- Instructions to follow: Pictures do not belong in the copy; print every entry exactly as it stands.

- Given data:
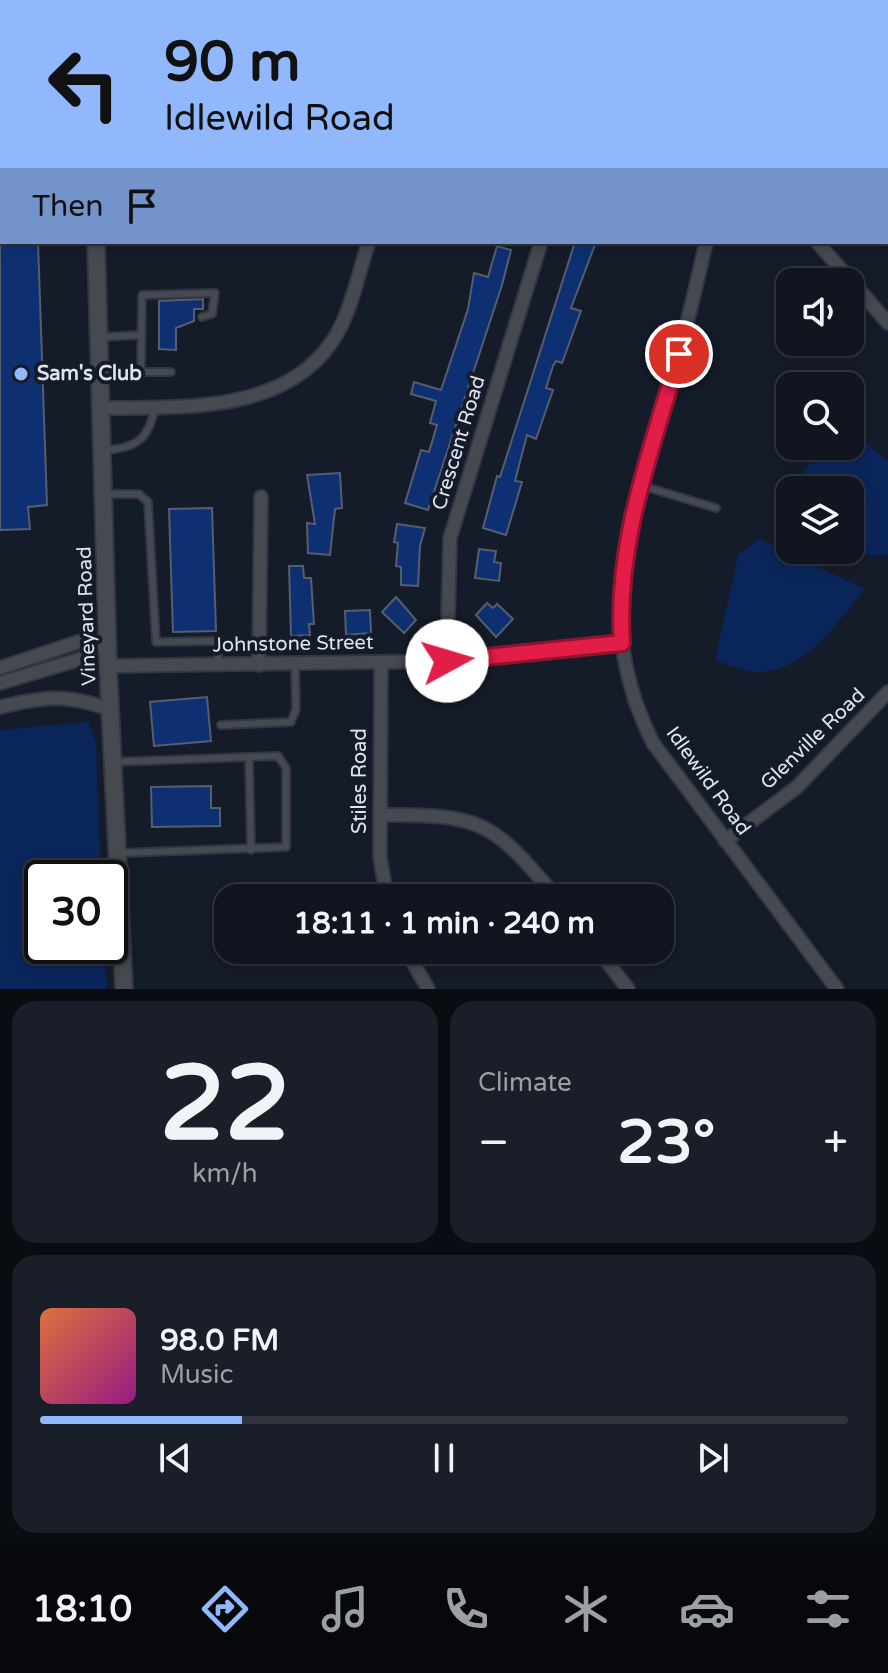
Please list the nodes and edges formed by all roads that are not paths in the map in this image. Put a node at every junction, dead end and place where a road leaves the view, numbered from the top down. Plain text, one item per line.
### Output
1 (96, 244) edge
2 (368, 244) edge
3 (540, 244) edge
4 (706, 244) edge
5 (819, 244) edge
6 (202, 317) dead end
7 (888, 323) edge
8 (140, 335) junction
9 (98, 337) junction
10 (171, 372) dead end
11 (155, 407) junction
12 (100, 408) junction
13 (102, 451) junction
14 (641, 485) junction
15 (103, 494) junction
16 (261, 497) dead end
17 (716, 508) dead end
18 (101, 643) junction
19 (622, 643) junction
20 (447, 661) junction
21 (381, 663) junction
22 (295, 664) junction
23 (259, 665) junction
24 (108, 666) junction
25 (218, 666) junction
26 (0, 668) edge
27 (0, 683) edge
28 (888, 692) edge
29 (0, 707) edge
30 (110, 709) junction
31 (221, 725) dead end
32 (249, 757) junction
33 (113, 762) junction
34 (380, 815) junction
35 (725, 841) junction
36 (251, 850) junction
37 (117, 853) junction
38 (385, 884) edge
39 (545, 884) edge
40 (414, 964) edge
41 (609, 964) edge
42 (124, 989) edge
43 (428, 989) edge
44 (628, 989) edge
45 (837, 989) edge

1 - 9 street, Vineyard Road
2 - 11 street
3 - 20 street, Crescent Road
4 - 14 street, Idlewild Road
5 - 7 street
6 - 8 lane
8 - 9 lane
8 - 10 lane
9 - 12 street, Vineyard Road
11 - 12 street
11 - 13 lane
12 - 13 street, Vineyard Road
13 - 15 street, Vineyard Road
14 - 17 lane
14 - 19 street, Idlewild Road
15 - 18 street, Vineyard Road
15 - 25 lane
16 - 23 street
18 - 24 street, Vineyard Road
18 - 26 street
18 - 27 street
19 - 20 street, Johnstone Street
19 - 35 street, Idlewild Road
20 - 21 street, Johnstone Street
21 - 22 street, Johnstone Street
21 - 34 street, Stiles Road
22 - 23 street, Johnstone Street
22 - 31 lane
23 - 25 street, Johnstone Street
24 - 25 street, Johnstone Street
24 - 30 street, Vineyard Road
28 - 35 street, Glenville Road
29 - 30 street
30 - 33 street, Vineyard Road
32 - 33 lane
32 - 36 lane
32 - 36 lane
33 - 37 street, Vineyard Road
34 - 38 street, Stiles Road
34 - 39 street
35 - 45 street, Idlewild Road
36 - 37 lane
37 - 42 street, Vineyard Road
40 - 43 street
41 - 44 street

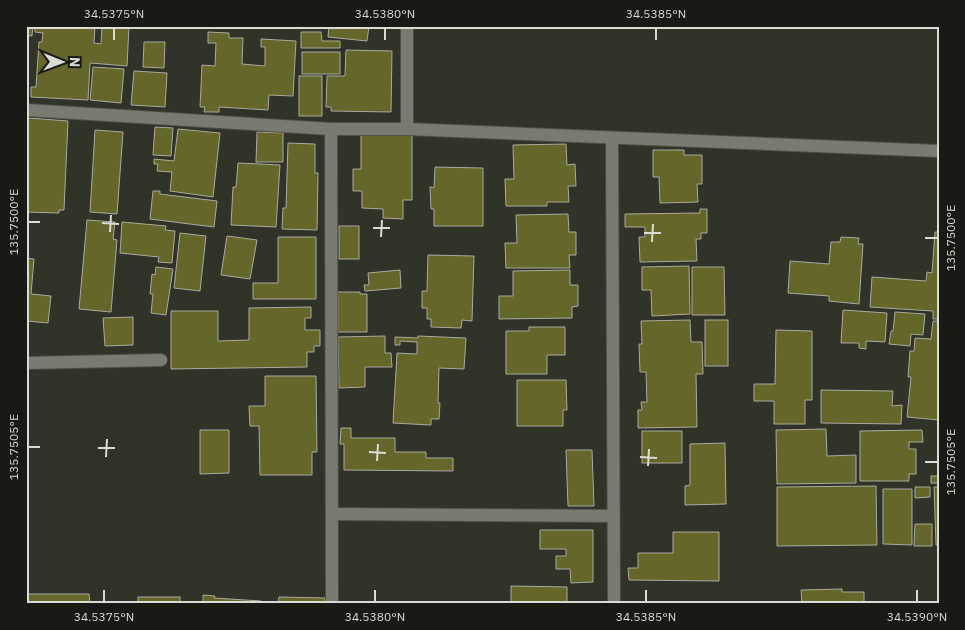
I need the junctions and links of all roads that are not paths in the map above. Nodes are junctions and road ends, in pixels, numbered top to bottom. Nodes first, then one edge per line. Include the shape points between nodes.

- Expected answer:
Please list the nodes and edges formed by all roads that are not paths in the map in this image. Put a node at every junction, dead end and place where a road leaves the view, numbered from the top down. Plain text, one item per line.
### Output
1 (96, 244) edge
2 (368, 244) edge
3 (540, 244) edge
4 (706, 244) edge
5 (819, 244) edge
6 (202, 317) dead end
7 (888, 323) edge
8 (140, 335) junction
9 (98, 337) junction
10 (171, 372) dead end
11 (155, 407) junction
12 (100, 408) junction
13 (102, 451) junction
14 (641, 485) junction
15 (103, 494) junction
16 (261, 497) dead end
17 (716, 508) dead end
18 (101, 643) junction
19 (622, 643) junction
20 (447, 661) junction
21 (381, 663) junction
22 (295, 664) junction
23 (259, 665) junction
24 (108, 666) junction
25 (218, 666) junction
26 (0, 668) edge
27 (0, 683) edge
28 (888, 692) edge
29 (0, 707) edge
30 (110, 709) junction
31 (221, 725) dead end
32 (249, 757) junction
33 (113, 762) junction
34 (380, 815) junction
35 (725, 841) junction
36 (251, 850) junction
37 (117, 853) junction
38 (385, 884) edge
39 (545, 884) edge
40 (414, 964) edge
41 (609, 964) edge
42 (124, 989) edge
43 (428, 989) edge
44 (628, 989) edge
45 (837, 989) edge

1 - 9 street, Vineyard Road
2 - 11 street
3 - 20 street, Crescent Road
4 - 14 street, Idlewild Road
5 - 7 street
6 - 8 lane
8 - 9 lane
8 - 10 lane
9 - 12 street, Vineyard Road
11 - 12 street
11 - 13 lane
12 - 13 street, Vineyard Road
13 - 15 street, Vineyard Road
14 - 17 lane
14 - 19 street, Idlewild Road
15 - 18 street, Vineyard Road
15 - 25 lane
16 - 23 street
18 - 24 street, Vineyard Road
18 - 26 street
18 - 27 street
19 - 20 street, Johnstone Street
19 - 35 street, Idlewild Road
20 - 21 street, Johnstone Street
21 - 22 street, Johnstone Street
21 - 34 street, Stiles Road
22 - 23 street, Johnstone Street
22 - 31 lane
23 - 25 street, Johnstone Street
24 - 25 street, Johnstone Street
24 - 30 street, Vineyard Road
28 - 35 street, Glenville Road
29 - 30 street
30 - 33 street, Vineyard Road
32 - 33 lane
32 - 36 lane
32 - 36 lane
33 - 37 street, Vineyard Road
34 - 38 street, Stiles Road
34 - 39 street
35 - 45 street, Idlewild Road
36 - 37 lane
37 - 42 street, Vineyard Road
40 - 43 street
41 - 44 street

I need the junctions and links of all roads that are not paths in the map above. Nodes are junctions and road ends, in pixels, numbered top to bottom. Nodes first, then one edge per line. Include the shape points between nodes.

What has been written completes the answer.